AWS Cloud Operations Blog
Managing and monitoring API throttling in your workloads
When you’re architecting for the cloud, you need to keep API throttling in mind, particularly the types of calls and the frequency with which they are called. When the allotted rate limit for an API call is exceeded, you’ll receive an error response and the call will be throttled. Excessive API throttling can result in job failure, delays, and operational inefficiencies that ultimately cost your organization time and money.
There’s a difference between API throttling and Service Quotas (formerly referred to as service limits). AWS maintains Service Quotas for each account (mostly on a per-Region basis) to help guarantee the availability of AWS resources, prevent accidental provisioning of more resources than needed, and protect against malicious actions that might increase your bill. Some Service Quotas are raised automatically as you use AWS, but most AWS services require that you request a quota increase.
In this blog post, we’re going to discuss several strategies for managing API throttling in your cloud workloads and provide guidance for creating dashboards for API metrics that are available through Amazon CloudWatch.
Managing API throttling events
API rate limits serve two primary purposes:
- To protect the performance and availability of the underlying service while ensuring access for all AWS customers.
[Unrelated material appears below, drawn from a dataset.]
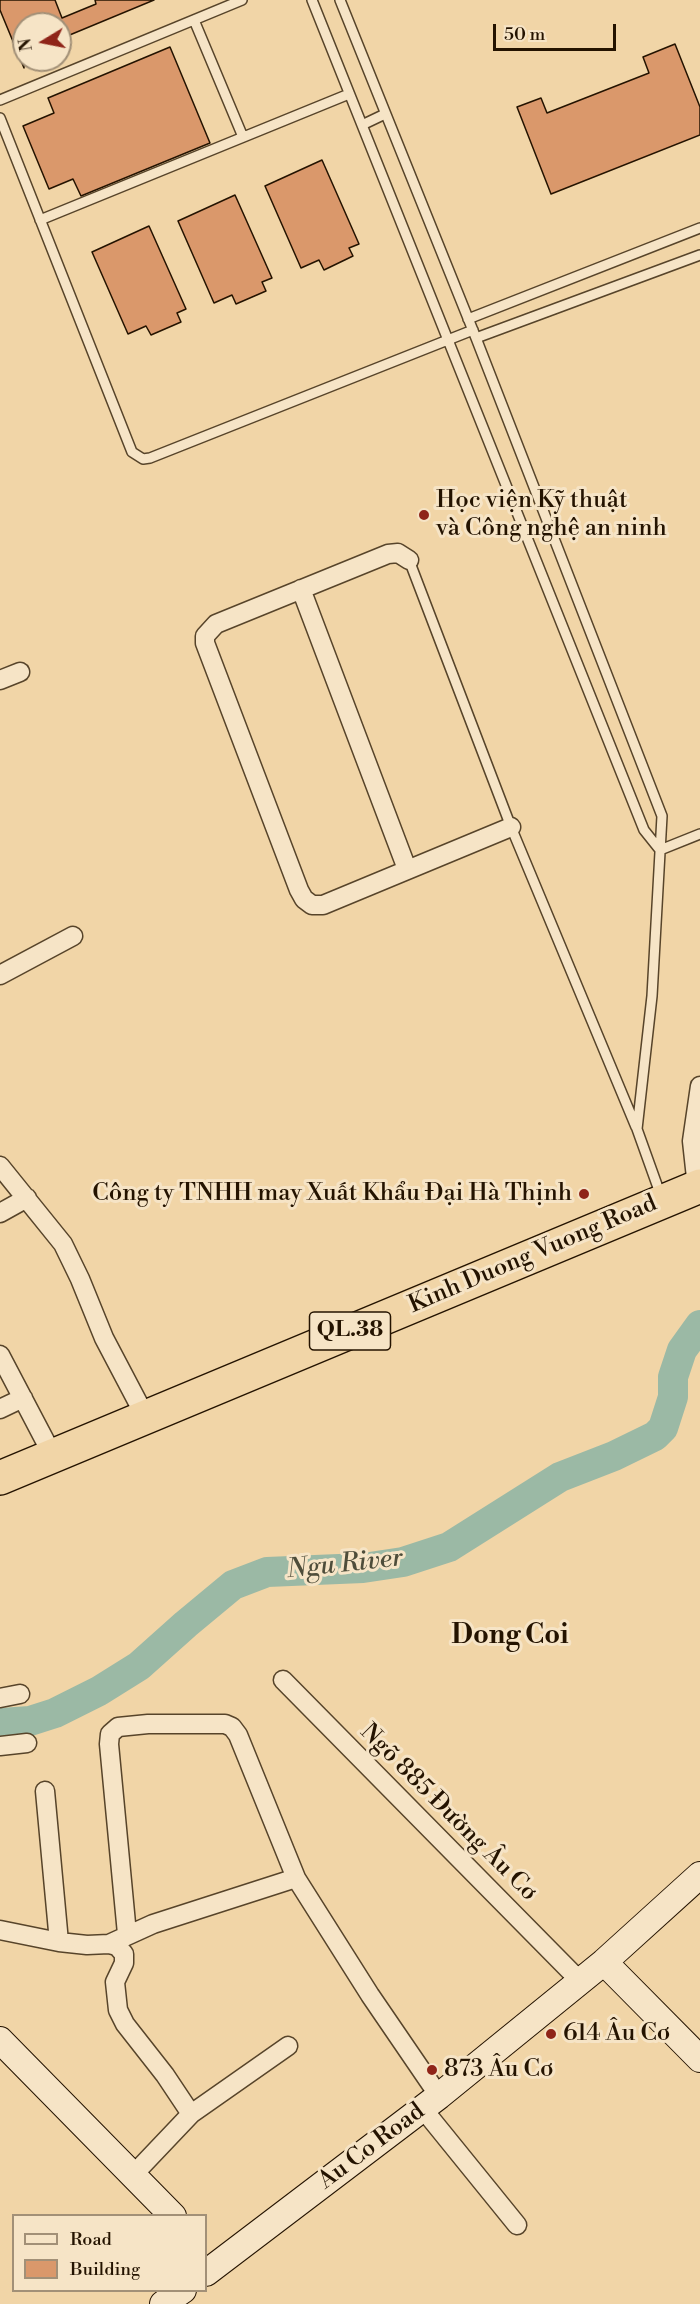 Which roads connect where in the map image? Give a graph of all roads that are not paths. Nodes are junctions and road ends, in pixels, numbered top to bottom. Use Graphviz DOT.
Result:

- To protect the customer from malicious code or misconfigurations that can result in unexpected charges.
Retry logic
If an API rate limit is exceeded, you will often receive a RequestLimitExceeded
or ThrottlingException
response and the API call will be throttled. To avoid impact to your workloads, you should proactively implement retry techniques. The following techniques increase the reliability of your application and can reduce operational costs for your organization.
- Retry: AWS SDK implements automatic retry logic. You can configure the retry settings using the
ClientConfiguration
class in the AWS SDK for Java. If you’re not using an AWS SDK, you should retry original requests that receive server (5xx) orThrottlingException
. Some services such as Amazon Elastic Container Service (Amazon ECS) return 4xx status codes. For example:Rate exceeded (Service: AmazonECS; Status Code: 400; Error Code: ThrottlingException; Request ID: a30edf16-2220-4cc8-9e26-7b8b8ea2c52d; Proxy: null)
Every API call should implement retry, not just in the CI/CD pipeline, but also in the application code where API calls are made. - Exponential backoff: In addition to simple retries, each AWS SDK implements an exponential backoff algorithm for better flow control. The idea behind exponential backoff is to use progressively longer waits between retries for consecutive error responses. Exponential backoff can lead to very long backoff times, because exponential functions grow quickly. You should implement a maximum delay interval and a maximum number of retries. The maximum delay interval and maximum number of retries are not necessarily fixed values. They should be set based on the operation being performed and other local factors, including network latency.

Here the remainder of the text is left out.